=== Action item ===
Your task is to restate every entry below word for word and omit the images.

=== Saved data entries ===

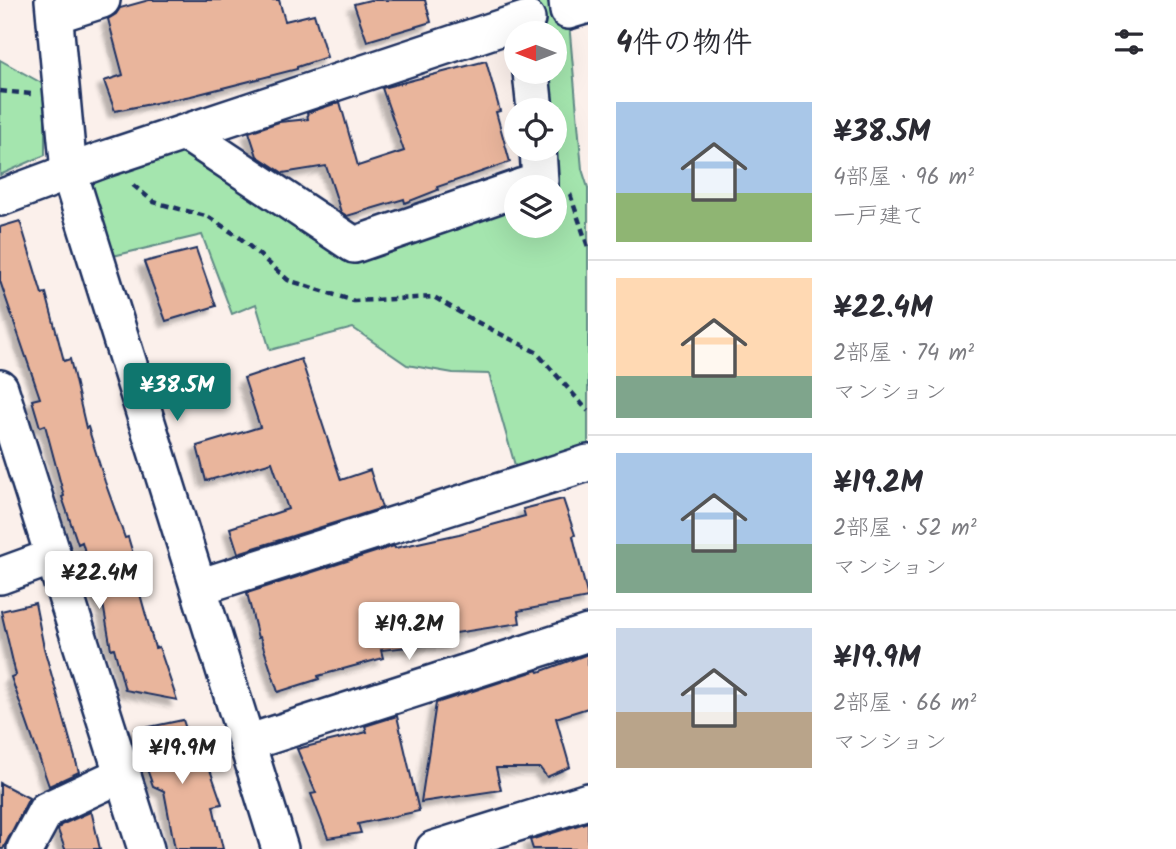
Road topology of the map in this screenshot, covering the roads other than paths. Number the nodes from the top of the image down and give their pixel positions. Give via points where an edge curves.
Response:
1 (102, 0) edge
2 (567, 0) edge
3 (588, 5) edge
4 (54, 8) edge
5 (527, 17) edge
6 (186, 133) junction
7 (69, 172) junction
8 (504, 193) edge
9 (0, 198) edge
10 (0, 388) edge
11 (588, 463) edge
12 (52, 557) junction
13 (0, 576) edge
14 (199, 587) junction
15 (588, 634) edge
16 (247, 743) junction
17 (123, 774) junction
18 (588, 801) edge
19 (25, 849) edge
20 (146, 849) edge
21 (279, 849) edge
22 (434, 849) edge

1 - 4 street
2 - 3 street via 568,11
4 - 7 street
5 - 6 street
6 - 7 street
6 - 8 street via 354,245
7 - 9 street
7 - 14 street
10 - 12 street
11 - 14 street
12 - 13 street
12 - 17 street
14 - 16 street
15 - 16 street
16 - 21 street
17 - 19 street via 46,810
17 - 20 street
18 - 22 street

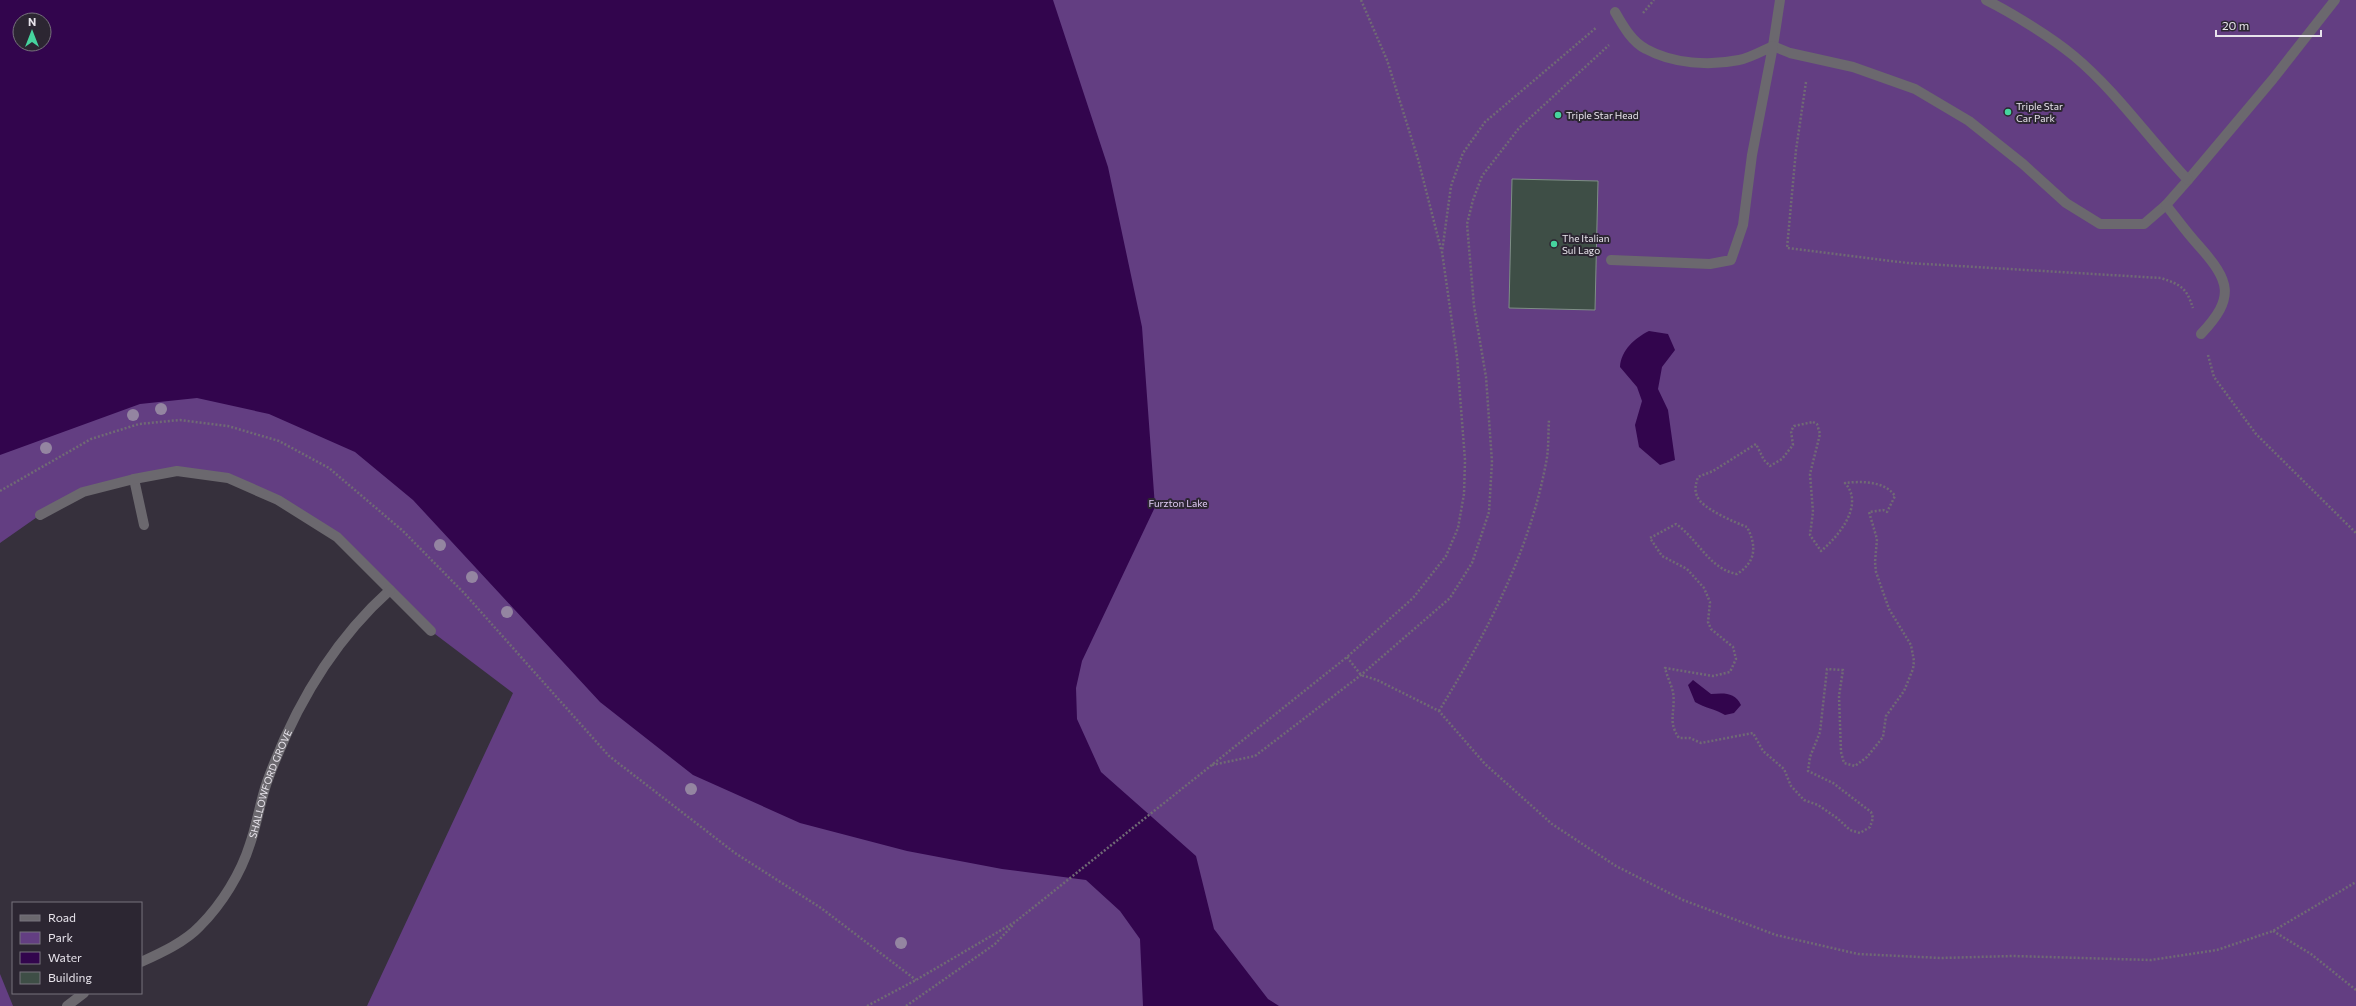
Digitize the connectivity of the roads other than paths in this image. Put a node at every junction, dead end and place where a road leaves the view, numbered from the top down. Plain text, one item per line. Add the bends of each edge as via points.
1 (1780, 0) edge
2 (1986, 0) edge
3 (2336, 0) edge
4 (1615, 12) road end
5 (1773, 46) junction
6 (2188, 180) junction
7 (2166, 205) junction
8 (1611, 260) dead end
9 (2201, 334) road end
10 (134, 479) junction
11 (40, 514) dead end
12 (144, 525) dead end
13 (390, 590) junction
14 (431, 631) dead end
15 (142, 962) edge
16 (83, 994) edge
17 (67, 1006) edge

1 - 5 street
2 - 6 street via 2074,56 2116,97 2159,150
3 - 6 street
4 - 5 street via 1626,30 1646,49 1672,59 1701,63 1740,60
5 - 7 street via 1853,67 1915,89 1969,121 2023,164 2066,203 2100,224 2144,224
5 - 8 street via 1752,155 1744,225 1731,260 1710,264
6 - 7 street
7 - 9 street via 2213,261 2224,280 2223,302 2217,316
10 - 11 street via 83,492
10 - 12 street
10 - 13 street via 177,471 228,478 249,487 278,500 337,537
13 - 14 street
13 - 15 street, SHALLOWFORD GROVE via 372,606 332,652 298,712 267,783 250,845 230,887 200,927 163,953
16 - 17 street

=== Final answer ===
Road topology of the map in this screenshot, covering the roads other than paths. Number the nodes from the top of the image down and give their pixel positions. Give via points where an edge curves.
Response:
1 (102, 0) edge
2 (567, 0) edge
3 (588, 5) edge
4 (54, 8) edge
5 (527, 17) edge
6 (186, 133) junction
7 (69, 172) junction
8 (504, 193) edge
9 (0, 198) edge
10 (0, 388) edge
11 (588, 463) edge
12 (52, 557) junction
13 (0, 576) edge
14 (199, 587) junction
15 (588, 634) edge
16 (247, 743) junction
17 (123, 774) junction
18 (588, 801) edge
19 (25, 849) edge
20 (146, 849) edge
21 (279, 849) edge
22 (434, 849) edge

1 - 4 street
2 - 3 street via 568,11
4 - 7 street
5 - 6 street
6 - 7 street
6 - 8 street via 354,245
7 - 9 street
7 - 14 street
10 - 12 street
11 - 14 street
12 - 13 street
12 - 17 street
14 - 16 street
15 - 16 street
16 - 21 street
17 - 19 street via 46,810
17 - 20 street
18 - 22 street

Digitize the connectivity of the roads other than paths in this image. Put a node at every junction, dead end and place where a road leaves the view, numbered from the top down. Plain text, one item per line. Add the bends of each edge as via points.
1 (1780, 0) edge
2 (1986, 0) edge
3 (2336, 0) edge
4 (1615, 12) road end
5 (1773, 46) junction
6 (2188, 180) junction
7 (2166, 205) junction
8 (1611, 260) dead end
9 (2201, 334) road end
10 (134, 479) junction
11 (40, 514) dead end
12 (144, 525) dead end
13 (390, 590) junction
14 (431, 631) dead end
15 (142, 962) edge
16 (83, 994) edge
17 (67, 1006) edge

1 - 5 street
2 - 6 street via 2074,56 2116,97 2159,150
3 - 6 street
4 - 5 street via 1626,30 1646,49 1672,59 1701,63 1740,60
5 - 7 street via 1853,67 1915,89 1969,121 2023,164 2066,203 2100,224 2144,224
5 - 8 street via 1752,155 1744,225 1731,260 1710,264
6 - 7 street
7 - 9 street via 2213,261 2224,280 2223,302 2217,316
10 - 11 street via 83,492
10 - 12 street
10 - 13 street via 177,471 228,478 249,487 278,500 337,537
13 - 14 street
13 - 15 street, SHALLOWFORD GROVE via 372,606 332,652 298,712 267,783 250,845 230,887 200,927 163,953
16 - 17 street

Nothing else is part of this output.